6. A method of discriminating between downhole drillstring vibrational sources and surface drillstring vibrational sources and optimizing at least one of drillstring performance and drilling performance comprising the steps of:
(a) detecting vibratory signals in a drillstring;
(b) converting said detected vibratory signals to frequency domain wherein sidebands are exhibited around at least one detected excitation frequency due to frequency modulation;
(c) using said sidebands to discriminate between downhole drillstring vibrational sources and surface drillstring vibrational sources using torsionally induced frequency modulation wherein the number of sidebands decreases from a downhole location towards the surface; and
(d) optimizing at least one of drillstring performance and drilling performance based on the discrimination of step (c).
2. The method of claim 1 wherein step (c) further comprises the step of:
discriminating between downhole drillstring vibrational sources and surface drillstring vibrational sources using torsionally induced frequency modulation wherein the number of sidebands decrease from a downhole location towards the surface.
3. The method of claim 2 wherein said step of discriminating comprises:
detecting an absence of sidebands indicating surface drillstring vibrations; and
detecting sidebands which increase from the surface toward a distal end of the drillstring indicating downhole drillstring vibrations.
4. The method of claim 1 wherein step (c) further comprises the step of: using said sidebands to determine frequency of torsional oscillation and modulation index;
determining rotary speed of at least one bottom hole assembly (BHA) component as a function of the excitation frequency, the frequency of torsional oscillation and the modulation index.
5. The method of claim 4 wherein step (c) further comprises determining the minimum rotary speed of BHA component (RPM min) and the maximum rotary speed of a BHA component (RPM max) as follows:
RPM min=60 Fe-αFm]
RPM max=60 Fe+αFm]
where,
Fe=the excitation frequency
Fm=the frequency of torsional oscillation
α=the modulation index.
7. The method of claim 6 wherein step (c) comprises:
detecting an absence of sidebands indicating surface drillstring vibrations; and
detecting sidebands which increase from the surface toward a distal end of the drillstring indicating downhole drillstring vibrations.
9. The method of claim 8 wherein step (d) further comprises determining the minimum rotary speed of BHA component (RPM min) and the maximum rotary speed of a BHA component (RPM max) as follows:
RPM min=60 [Fe-αFm]
RPM max=60 [Fe+αFm]
where,
Fe=the excitation frequency
Fm=the frequency of torsional oscillation
α=the modulation index.

This invention relates generally to methods and techniques for the analysis of vibration data in oil and gas well drilling. More particularly, this invention relates to the use of frequency modulation sidebands observed from detected frequency domain vibration data for (1) discriminating between surface and downhole vibratory sources and (2) the determination of the rotary speed of bottom-hole-assembly (BHA) components.

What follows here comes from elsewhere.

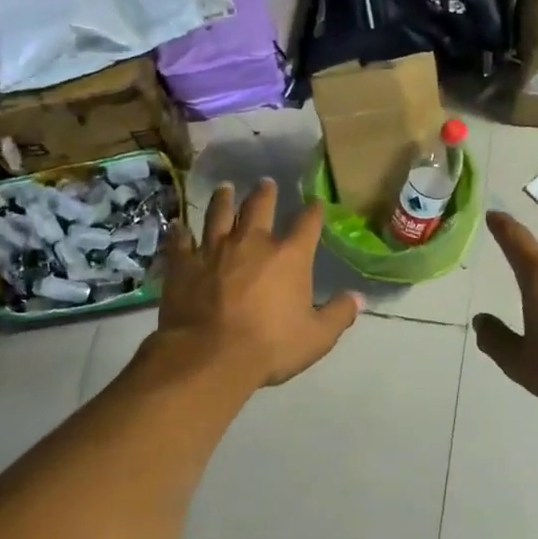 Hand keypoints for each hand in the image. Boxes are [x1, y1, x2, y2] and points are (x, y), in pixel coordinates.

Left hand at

During drilling, various sources excite the drillstring. The amplitude of the resultant drillstring vibrations will depend on the level (severity) of the excitation, the system damping and the proximity of the excitation frequency to a natural frequency of the drillstring. When the frequency of any of the excitation sources is a natural frequency of the drillstring (axial, torsional or lateral) then the string resonates. Vibration levels are generally highest at resonance, but high level vibrations may exist in the drillstring, independent of drillstring resonance, whenever a high level of excitation is present.

Torsional vibration often manifests itself as a stick/slip action of the bottomhole assembly (BHA). Indicators of these downhole vibrations can be monitored at or near the surface. This stick/slip phenomenon is described in a paper entitled "A Study of Slip-Stick Motion of the Bit" by A. Kyllingstad and G. W. Halsey, Society of Petroleum Engineers (SPE) Paper 16659, Sep. 1987. As discussed in that paper, torsional oscillations are caused by alternating slipping and sticking of the bottom hole assembly (BHA) as it rotates in the borehole. This phenomenon is associated with a large amplitude, sinusoidial and often saw-tooth like variation in the applied torque. The term slip-stick motion refers to the belief that the amplitude of the torsional oscillations becomes so large that the drillcollar section periodically comes to a complete stop and does not come free until enough torque is built up in the drillstring to overcome the static friction.

Drilling with large amplitude vibrations will result in accelerated drillstring fatigue. A recent study of drillstring failures indicated that fatigue was the primary cause of the examined failures (see Hill, T. H.; Seshadri, P. V.; Durham, K. S., "A Unified Approach to Drillstring Failure Prevention," SPE/IAOC 22002, Mar. 1991, Amsterdam). Most current efforts aimed at understanding and controlling drillstring vibrations focus on the failure of drillstring components. However, during drilling, the drillstring transfers power from the surface to the bit and high amplitude drillstring vibrations may represent a loss, or waste, of drilling energy. Therefore, high levels of vibration not only result in drillstring component failures but can also result in sub-optimum drill rates.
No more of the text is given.